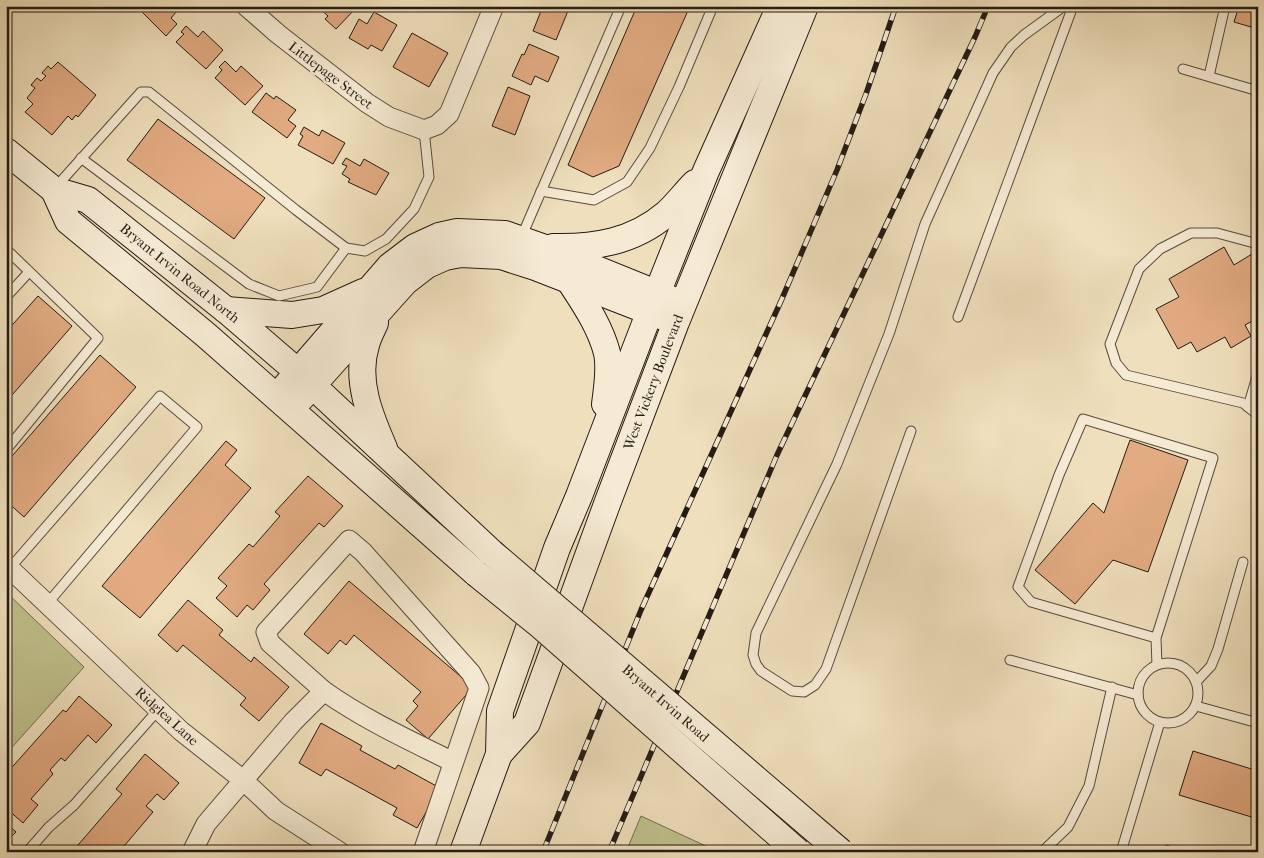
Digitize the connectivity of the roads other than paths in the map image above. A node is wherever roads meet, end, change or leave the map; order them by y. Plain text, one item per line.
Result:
1 (246, 6) edge
2 (494, 6) edge
3 (621, 6) edge
4 (713, 6) edge
5 (780, 6) edge
6 (804, 6) edge
7 (1064, 6) edge
8 (1073, 6) edge
9 (1226, 6) edge
10 (1183, 69) dead end
11 (1209, 76) junction
12 (1258, 91) edge
13 (424, 130) junction
14 (6, 151) edge
15 (81, 158) junction
16 (706, 171) junction
17 (54, 190) junction
18 (541, 191) junction
19 (531, 243) junction
20 (1258, 244) edge
21 (346, 248) junction
22 (6, 249) edge
23 (29, 272) junction
24 (569, 280) junction
25 (6, 297) edge
26 (376, 299) junction
27 (653, 302) junction
28 (226, 310) junction
29 (679, 313) junction
30 (958, 316) dead end
31 (1258, 374) edge
32 (305, 379) junction
33 (283, 403) junction
34 (1248, 407) junction
35 (1258, 415) edge
36 (911, 431) dead end
37 (6, 450) edge
38 (386, 453) junction
39 (579, 496) junction
40 (492, 553) joint
41 (1243, 562) dead end
42 (8, 567) edge
43 (477, 574) joint
44 (47, 604) junction
45 (1156, 638) junction
46 (1010, 660) dead end
47 (1157, 665) junction
48 (1196, 682) junction
49 (1112, 688) junction
50 (324, 691) junction
51 (1138, 694) junction
52 (1196, 706) junction
53 (159, 710) junction
54 (1160, 722) junction
55 (1258, 722) edge
56 (498, 754) junction
57 (453, 762) junction
58 (243, 780) junction
59 (27, 852) edge
60 (192, 852) edge
61 (340, 852) edge
62 (423, 852) edge
63 (463, 852) edge
64 (798, 852) edge
65 (841, 852) edge
66 (1042, 852) edge
67 (1121, 852) edge

1 - 13 street, Littlepage Street
2 - 13 street
3 - 18 lane
4 - 18 lane
5 - 16 main road, West Vickery Boulevard
6 - 29 main road, West Vickery Boulevard
7 - 36 lane
8 - 30 lane
9 - 11 lane
10 - 11 lane
11 - 12 lane
13 - 21 lane
14 - 17 main road, Bryant Irvin Road North
15 - 17 lane
15 - 21 lane
15 - 21 lane
16 - 19 main road
16 - 27 main road, West Vickery Boulevard
17 - 28 main road, Bryant Irvin Road North
17 - 33 main road, Bryant Irvin Road North
18 - 19 lane
19 - 26 main road
19 - 27 main road
20 - 34 lane
22 - 23 lane
23 - 25 lane
23 - 37 lane
24 - 26 main road
24 - 27 main road
24 - 39 main road
26 - 28 main road
26 - 32 main road
26 - 38 main road
27 - 29 main road
27 - 39 main road, West Vickery Boulevard
28 - 32 main road, Bryant Irvin Road North
29 - 56 main road, West Vickery Boulevard
31 - 34 lane
32 - 33 main road
32 - 38 main road, Bryant Irvin Road North
33 - 43 main road, Bryant Irvin Road North
34 - 35 lane
38 - 40 main road, Bryant Irvin Road North
39 - 56 main road, West Vickery Boulevard
40 - 65 main road, Bryant Irvin Road, bridge
41 - 48 lane
42 - 44 street, Ridglea Lane
42 - 44 lane
43 - 64 main road, Bryant Irvin Road, bridge
44 - 53 street, Ridglea Lane
45 - 45 lane
45 - 47 lane
46 - 49 lane
47 - 48 lane
47 - 51 lane
48 - 52 lane
49 - 51 lane
49 - 66 lane
50 - 57 street
50 - 57 street
50 - 58 street
51 - 54 lane
52 - 54 lane
52 - 55 lane
53 - 58 street, Ridglea Lane
53 - 59 lane
54 - 67 lane
56 - 63 main road, West Vickery Boulevard
57 - 62 street
58 - 60 street
58 - 61 street, Ridglea Lane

— Problem requirements —
Write out every line from the entries where "North" appears.

— Answer —
14 - 17 main road, Bryant Irvin Road North
17 - 28 main road, Bryant Irvin Road North
17 - 33 main road, Bryant Irvin Road North
28 - 32 main road, Bryant Irvin Road North
32 - 38 main road, Bryant Irvin Road North
33 - 43 main road, Bryant Irvin Road North
38 - 40 main road, Bryant Irvin Road North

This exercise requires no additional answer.